Copy each line of the material beneath that holds the word "edges".
Records for processing START
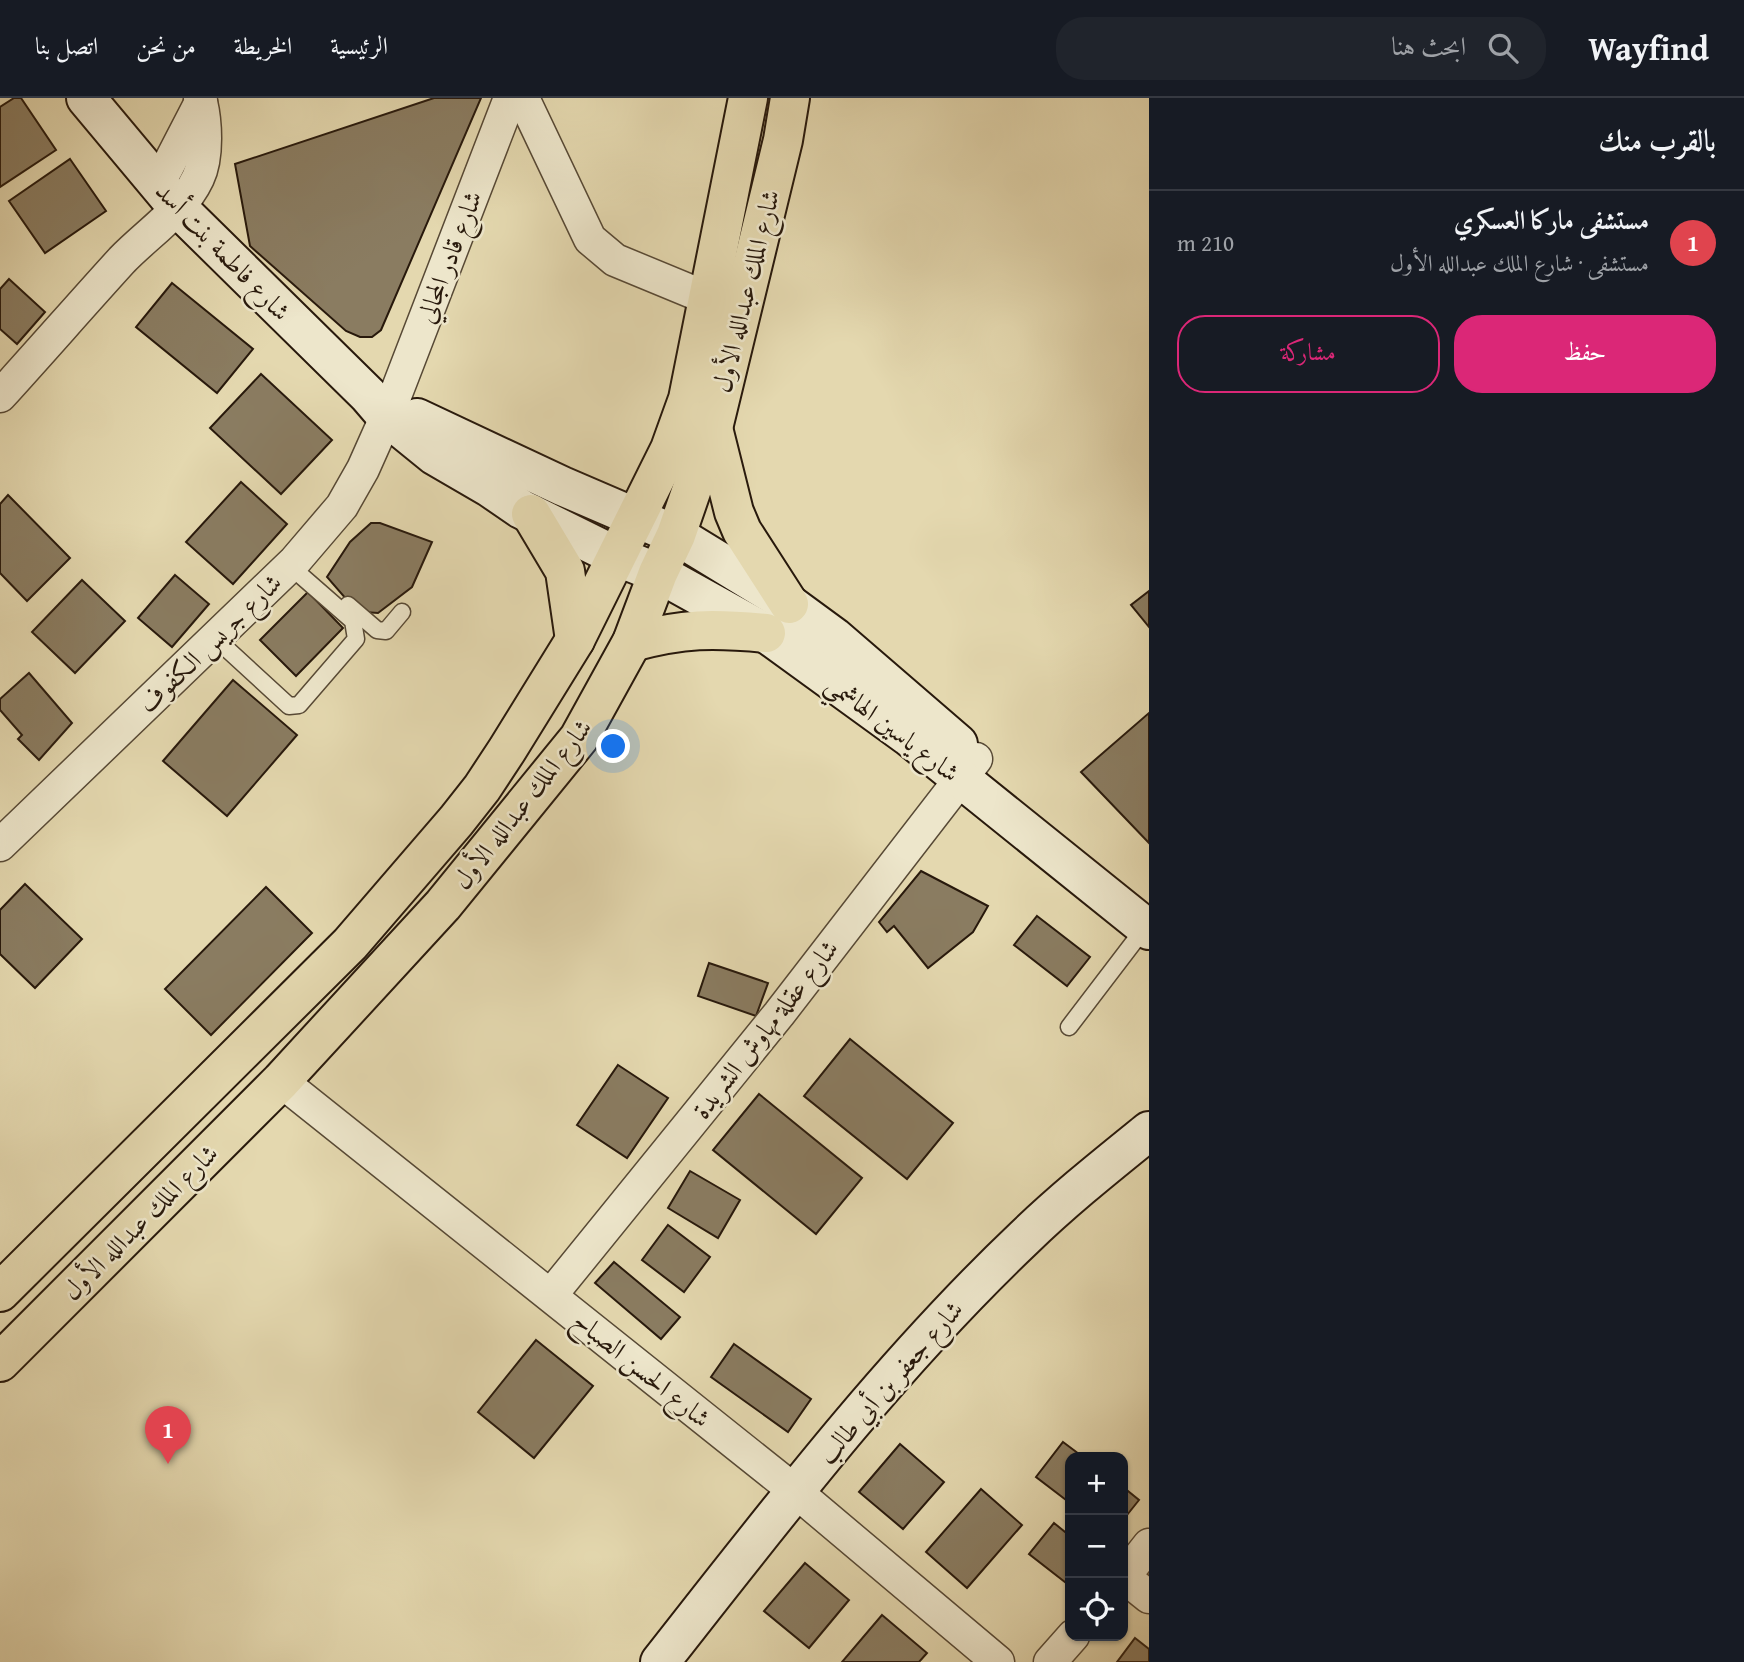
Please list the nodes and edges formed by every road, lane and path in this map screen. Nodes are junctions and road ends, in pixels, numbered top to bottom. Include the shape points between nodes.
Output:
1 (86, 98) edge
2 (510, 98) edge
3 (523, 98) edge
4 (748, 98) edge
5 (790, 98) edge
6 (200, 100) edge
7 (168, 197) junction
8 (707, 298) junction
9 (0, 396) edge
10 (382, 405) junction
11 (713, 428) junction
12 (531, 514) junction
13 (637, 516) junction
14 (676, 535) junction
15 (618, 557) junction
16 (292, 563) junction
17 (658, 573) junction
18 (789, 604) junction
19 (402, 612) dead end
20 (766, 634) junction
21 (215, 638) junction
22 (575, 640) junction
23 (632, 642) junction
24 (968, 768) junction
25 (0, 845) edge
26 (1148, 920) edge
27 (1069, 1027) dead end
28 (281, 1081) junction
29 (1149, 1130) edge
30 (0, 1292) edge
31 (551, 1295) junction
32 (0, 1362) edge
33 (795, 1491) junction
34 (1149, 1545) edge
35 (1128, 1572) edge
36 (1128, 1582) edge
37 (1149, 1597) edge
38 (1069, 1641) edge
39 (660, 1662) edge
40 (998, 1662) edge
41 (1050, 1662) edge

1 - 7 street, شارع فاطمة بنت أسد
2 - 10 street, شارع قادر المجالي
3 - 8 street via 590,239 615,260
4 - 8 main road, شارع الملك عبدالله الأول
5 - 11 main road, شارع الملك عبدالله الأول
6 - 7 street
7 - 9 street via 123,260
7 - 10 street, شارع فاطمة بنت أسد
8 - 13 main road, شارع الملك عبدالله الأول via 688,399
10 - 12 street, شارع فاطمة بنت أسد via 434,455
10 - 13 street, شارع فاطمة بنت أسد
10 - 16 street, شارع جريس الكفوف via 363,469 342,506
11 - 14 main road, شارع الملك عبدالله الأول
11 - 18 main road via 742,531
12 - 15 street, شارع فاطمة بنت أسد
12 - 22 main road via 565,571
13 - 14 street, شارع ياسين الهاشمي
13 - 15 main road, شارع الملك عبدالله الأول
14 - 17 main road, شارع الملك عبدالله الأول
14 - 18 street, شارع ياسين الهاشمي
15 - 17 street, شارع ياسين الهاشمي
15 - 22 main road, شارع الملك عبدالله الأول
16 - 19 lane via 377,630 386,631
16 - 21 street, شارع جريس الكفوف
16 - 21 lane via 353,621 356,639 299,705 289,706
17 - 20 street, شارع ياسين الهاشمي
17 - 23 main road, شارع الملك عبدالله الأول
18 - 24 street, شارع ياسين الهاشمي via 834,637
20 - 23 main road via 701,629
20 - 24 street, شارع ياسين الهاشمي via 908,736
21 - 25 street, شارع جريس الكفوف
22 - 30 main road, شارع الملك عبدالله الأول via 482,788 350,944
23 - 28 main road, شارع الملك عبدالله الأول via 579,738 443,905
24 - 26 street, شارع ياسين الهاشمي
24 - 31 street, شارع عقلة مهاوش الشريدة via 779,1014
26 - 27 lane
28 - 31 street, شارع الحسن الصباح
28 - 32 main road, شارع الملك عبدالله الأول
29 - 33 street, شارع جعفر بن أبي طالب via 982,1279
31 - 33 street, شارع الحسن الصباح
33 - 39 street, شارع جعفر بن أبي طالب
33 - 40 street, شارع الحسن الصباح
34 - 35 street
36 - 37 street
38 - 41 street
Records for processing END
Records for processing START
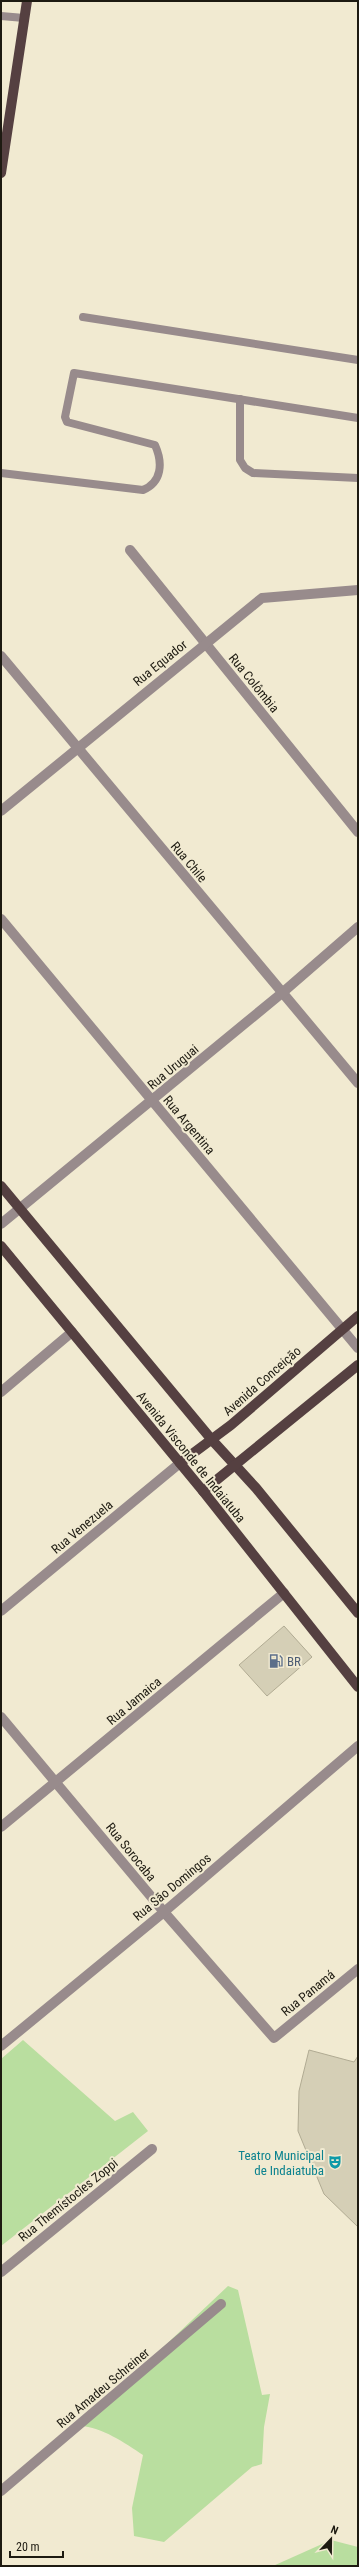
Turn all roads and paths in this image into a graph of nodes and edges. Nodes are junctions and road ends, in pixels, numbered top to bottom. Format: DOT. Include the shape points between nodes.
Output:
Records for processing END
Solution to this task:
Please list the nodes and edges formed by every road, lane and path in this map screen. Nodes are junctions and road ends, in pixels, numbered top to bottom. Include the shape points between nodes.
Turn all roads and paths in this image into a graph of nodes and edges. Nodes are junctions and road ends, in pixels, numbered top to bottom. Format: DOT. Include the shape points between nodes.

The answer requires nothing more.